The CFPB Became Aware Of CES’s Problems As Early As 2014 And CES Agreed To “A Three-Year Remediation Plan” Starting In 2015. “The Consumer Financial Protection Bureau fined Conduent Education Services $3.9 million for failing to provide accurate account balances on more than 200,000 student loans that resulted in many borrowers paying off the wrong amounts. The bureau did not publicly state how much Conduent paid back to consumers as part of a three-year remediation plan that began in 2015. The failures happened when the company was known as ACS Education Services and was owned by Xerox, which spun off its business processing services unit in late 2016 with the public company renamed Conduent.” [Kate Berry, “CFPB fines student loan servicer $3.9 million for unfair practices,” American Banker, 05/01/19]

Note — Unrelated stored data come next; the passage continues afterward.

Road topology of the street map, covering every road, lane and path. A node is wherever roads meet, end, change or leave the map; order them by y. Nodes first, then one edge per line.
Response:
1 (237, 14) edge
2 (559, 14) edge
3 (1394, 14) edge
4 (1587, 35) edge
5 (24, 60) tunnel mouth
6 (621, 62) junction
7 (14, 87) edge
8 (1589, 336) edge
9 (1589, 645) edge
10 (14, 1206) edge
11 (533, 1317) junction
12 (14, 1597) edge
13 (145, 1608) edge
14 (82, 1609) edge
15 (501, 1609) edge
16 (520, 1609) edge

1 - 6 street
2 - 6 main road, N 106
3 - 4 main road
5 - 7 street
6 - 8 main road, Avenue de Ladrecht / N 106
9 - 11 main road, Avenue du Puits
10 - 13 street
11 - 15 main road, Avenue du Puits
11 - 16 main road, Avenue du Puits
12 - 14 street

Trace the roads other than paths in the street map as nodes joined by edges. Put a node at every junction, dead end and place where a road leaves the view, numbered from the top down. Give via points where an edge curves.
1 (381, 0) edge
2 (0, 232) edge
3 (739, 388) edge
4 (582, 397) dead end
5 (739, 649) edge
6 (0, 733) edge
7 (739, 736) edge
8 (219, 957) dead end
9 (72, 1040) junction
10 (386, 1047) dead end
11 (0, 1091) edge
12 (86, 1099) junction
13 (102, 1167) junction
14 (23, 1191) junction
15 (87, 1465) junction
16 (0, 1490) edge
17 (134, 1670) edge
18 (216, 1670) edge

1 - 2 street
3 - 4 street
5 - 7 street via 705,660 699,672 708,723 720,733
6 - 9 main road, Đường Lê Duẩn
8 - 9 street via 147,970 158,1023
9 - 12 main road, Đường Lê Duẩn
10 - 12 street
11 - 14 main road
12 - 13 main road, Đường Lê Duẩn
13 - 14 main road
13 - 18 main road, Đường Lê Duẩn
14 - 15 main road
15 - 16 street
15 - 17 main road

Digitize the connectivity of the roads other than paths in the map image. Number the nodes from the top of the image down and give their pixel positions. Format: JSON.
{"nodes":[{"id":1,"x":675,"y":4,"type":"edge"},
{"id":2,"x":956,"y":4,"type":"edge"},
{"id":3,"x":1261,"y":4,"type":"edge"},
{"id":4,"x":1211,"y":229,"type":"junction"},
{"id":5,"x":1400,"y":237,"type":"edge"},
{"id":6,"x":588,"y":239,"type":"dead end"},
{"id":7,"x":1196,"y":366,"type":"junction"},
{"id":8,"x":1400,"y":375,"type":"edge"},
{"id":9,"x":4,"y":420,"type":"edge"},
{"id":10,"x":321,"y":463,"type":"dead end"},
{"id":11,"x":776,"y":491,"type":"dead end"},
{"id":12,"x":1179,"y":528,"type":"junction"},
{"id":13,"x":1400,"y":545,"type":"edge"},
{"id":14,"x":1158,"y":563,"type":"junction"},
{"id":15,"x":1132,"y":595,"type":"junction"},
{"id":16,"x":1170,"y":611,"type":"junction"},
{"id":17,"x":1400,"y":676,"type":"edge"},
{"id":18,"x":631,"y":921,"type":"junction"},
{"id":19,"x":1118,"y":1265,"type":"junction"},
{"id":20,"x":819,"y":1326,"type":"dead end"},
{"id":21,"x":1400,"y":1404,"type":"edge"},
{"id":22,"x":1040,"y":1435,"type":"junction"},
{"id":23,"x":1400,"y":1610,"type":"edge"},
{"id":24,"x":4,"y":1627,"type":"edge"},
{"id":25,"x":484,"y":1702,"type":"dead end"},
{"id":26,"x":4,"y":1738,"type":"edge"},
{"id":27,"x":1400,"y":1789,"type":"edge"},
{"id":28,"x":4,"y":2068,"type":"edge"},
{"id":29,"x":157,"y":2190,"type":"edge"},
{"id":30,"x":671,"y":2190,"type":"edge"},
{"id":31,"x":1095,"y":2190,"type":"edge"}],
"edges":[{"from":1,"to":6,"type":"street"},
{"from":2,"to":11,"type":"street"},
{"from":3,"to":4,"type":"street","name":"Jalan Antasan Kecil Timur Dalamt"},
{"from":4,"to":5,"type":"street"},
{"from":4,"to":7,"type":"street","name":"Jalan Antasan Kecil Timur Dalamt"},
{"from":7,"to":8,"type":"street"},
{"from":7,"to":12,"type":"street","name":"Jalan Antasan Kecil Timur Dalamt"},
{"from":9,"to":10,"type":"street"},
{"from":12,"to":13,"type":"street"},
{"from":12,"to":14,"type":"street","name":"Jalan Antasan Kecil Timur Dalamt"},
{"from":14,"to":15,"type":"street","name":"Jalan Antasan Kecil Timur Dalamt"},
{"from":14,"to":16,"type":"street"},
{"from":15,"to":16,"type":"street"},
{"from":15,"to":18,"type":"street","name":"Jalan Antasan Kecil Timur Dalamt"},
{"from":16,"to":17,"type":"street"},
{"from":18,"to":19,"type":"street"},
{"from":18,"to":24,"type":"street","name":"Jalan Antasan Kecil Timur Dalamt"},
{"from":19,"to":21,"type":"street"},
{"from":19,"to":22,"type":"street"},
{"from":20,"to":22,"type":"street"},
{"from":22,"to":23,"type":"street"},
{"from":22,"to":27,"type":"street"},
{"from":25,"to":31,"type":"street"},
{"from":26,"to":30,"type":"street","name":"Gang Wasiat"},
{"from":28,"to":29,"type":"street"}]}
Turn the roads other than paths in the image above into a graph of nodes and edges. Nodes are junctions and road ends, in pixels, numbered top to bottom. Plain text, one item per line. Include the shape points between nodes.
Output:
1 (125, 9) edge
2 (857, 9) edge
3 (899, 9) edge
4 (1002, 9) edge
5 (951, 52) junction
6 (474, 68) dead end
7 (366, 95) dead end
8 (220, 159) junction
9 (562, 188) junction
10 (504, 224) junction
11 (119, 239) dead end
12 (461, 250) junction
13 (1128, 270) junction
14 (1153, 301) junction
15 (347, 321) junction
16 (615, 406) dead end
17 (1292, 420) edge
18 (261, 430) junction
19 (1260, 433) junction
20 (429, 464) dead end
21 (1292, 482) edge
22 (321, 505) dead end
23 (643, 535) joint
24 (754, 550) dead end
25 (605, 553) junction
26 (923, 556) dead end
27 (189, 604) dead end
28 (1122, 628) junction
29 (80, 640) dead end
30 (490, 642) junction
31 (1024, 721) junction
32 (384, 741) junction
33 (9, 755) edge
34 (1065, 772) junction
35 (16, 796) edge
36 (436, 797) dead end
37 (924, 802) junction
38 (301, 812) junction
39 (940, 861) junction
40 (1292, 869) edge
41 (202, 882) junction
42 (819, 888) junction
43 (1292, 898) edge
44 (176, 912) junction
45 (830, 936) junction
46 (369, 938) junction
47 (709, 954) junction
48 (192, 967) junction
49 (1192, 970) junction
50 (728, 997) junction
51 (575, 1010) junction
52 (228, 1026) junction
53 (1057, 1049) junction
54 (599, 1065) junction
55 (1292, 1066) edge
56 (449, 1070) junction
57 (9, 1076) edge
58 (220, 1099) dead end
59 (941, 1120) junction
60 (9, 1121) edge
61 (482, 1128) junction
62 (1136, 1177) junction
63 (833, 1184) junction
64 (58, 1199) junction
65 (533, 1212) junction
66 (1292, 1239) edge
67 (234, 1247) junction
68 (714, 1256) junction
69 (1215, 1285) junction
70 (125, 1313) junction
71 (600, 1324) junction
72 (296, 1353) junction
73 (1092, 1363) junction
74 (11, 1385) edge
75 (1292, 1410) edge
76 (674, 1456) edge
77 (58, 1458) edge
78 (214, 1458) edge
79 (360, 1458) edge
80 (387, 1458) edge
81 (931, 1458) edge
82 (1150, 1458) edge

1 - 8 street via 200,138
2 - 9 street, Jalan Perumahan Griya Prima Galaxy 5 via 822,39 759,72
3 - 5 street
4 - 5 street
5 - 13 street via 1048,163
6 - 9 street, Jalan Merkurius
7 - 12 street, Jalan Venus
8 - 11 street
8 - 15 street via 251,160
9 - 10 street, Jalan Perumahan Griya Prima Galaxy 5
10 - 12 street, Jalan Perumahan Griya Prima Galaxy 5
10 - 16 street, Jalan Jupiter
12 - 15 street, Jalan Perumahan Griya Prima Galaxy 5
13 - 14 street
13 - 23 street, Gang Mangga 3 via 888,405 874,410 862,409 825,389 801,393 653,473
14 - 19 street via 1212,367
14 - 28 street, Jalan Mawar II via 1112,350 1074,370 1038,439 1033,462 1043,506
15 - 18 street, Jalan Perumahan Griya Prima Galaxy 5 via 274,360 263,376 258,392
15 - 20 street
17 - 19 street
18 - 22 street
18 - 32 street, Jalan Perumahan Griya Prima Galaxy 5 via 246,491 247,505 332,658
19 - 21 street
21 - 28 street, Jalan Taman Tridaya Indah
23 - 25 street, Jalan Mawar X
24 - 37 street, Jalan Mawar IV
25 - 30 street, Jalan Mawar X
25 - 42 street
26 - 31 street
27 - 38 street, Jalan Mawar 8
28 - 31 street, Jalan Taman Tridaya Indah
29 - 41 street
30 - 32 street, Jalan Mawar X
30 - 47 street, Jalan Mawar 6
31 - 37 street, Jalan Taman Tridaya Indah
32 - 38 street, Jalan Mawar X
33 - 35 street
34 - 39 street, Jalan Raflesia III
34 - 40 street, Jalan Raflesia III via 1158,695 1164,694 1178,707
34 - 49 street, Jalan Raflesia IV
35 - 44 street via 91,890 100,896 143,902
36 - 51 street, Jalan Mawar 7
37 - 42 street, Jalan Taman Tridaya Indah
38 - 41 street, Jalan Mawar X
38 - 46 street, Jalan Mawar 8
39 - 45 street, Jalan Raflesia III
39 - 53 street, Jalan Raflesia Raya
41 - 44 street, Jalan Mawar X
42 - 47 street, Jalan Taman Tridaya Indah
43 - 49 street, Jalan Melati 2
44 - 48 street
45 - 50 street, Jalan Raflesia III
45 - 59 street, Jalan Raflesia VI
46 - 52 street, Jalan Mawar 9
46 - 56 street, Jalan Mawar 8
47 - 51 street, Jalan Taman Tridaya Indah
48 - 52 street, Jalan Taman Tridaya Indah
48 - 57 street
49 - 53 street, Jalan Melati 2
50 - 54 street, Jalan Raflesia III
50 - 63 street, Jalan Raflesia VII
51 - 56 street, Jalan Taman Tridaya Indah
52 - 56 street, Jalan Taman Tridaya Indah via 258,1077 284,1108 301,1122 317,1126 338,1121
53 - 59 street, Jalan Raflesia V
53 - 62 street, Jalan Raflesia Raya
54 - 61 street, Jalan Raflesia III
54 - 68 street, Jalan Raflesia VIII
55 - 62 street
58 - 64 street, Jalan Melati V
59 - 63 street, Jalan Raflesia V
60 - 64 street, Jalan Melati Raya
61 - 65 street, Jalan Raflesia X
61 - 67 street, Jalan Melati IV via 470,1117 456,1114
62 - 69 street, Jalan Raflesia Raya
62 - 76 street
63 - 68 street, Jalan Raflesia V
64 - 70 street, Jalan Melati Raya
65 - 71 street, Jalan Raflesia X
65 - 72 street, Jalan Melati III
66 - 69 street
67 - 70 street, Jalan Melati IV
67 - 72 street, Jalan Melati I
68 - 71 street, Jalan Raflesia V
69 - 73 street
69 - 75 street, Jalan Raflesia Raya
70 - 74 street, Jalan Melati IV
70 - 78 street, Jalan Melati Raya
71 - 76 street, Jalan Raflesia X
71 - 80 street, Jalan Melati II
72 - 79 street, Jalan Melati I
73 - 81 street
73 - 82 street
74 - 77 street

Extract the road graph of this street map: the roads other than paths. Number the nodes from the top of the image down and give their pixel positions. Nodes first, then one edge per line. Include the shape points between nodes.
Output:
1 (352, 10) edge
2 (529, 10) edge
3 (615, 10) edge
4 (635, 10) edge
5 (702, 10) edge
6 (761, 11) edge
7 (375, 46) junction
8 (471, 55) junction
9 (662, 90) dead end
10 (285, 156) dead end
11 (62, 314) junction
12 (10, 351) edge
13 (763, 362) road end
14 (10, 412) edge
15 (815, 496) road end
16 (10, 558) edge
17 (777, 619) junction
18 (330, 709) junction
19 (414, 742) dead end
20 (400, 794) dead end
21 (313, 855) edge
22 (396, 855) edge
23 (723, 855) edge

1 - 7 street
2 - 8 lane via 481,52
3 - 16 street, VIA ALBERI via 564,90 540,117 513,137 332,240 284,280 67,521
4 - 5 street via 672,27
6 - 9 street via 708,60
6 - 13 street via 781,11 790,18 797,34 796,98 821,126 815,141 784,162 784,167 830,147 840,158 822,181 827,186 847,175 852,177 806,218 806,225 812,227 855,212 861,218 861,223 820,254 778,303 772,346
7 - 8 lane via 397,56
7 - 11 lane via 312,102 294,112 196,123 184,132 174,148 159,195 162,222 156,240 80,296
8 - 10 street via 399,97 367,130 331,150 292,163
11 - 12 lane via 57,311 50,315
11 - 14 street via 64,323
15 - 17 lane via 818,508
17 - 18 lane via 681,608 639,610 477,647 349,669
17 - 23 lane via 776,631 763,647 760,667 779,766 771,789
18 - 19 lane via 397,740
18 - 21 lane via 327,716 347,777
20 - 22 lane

  • “19. Respondent disclosed the problem to the Bureau in 2014 and began remediating the problem in 2015. 20. In 2015, Respondent began implementing a remediation plan to review and, where necessary, adjust the principal balances of the Affected Loans. Respondent reviewed more than 200,000 packets of Affected Loans as part of its remediation process. 21.Respondent’s remediation process took nearly three years.” [Consent Order, 2019-BCFP-0005, 05/01/19]


Kathy Kraninger Refused To Say Whether The CFPB Should Even Exist—And Continues To Neglect Enforcement At The Bureau

Kathy Kraninger Refused To Say Whether The CFPB Should Even Exist Or Is Constitutional.

Kathy Kraninger Refused To Say Whether The CFPB Should Even Exist.

During A March 2019 Hearing Of The House Financial Services Committee, Kathy Kraninger Refused To Explicitly State That The CFPB Is Needed When Questioned By Rep. Rashida Tlaib (D-MI). Rep. Tlaib: Do you believe that we even need the bureau at all? Kathy Kraninger: I absolutely believe consumer protection is a responsibility of the federal government and as I said, Congress created the Bureau to that end. [“Putting Consumers First? A Semi-Annual Review of the Consumer Financial Protection Bureau,” House Financial Services Committee, 03/07/19 (2:44:13)]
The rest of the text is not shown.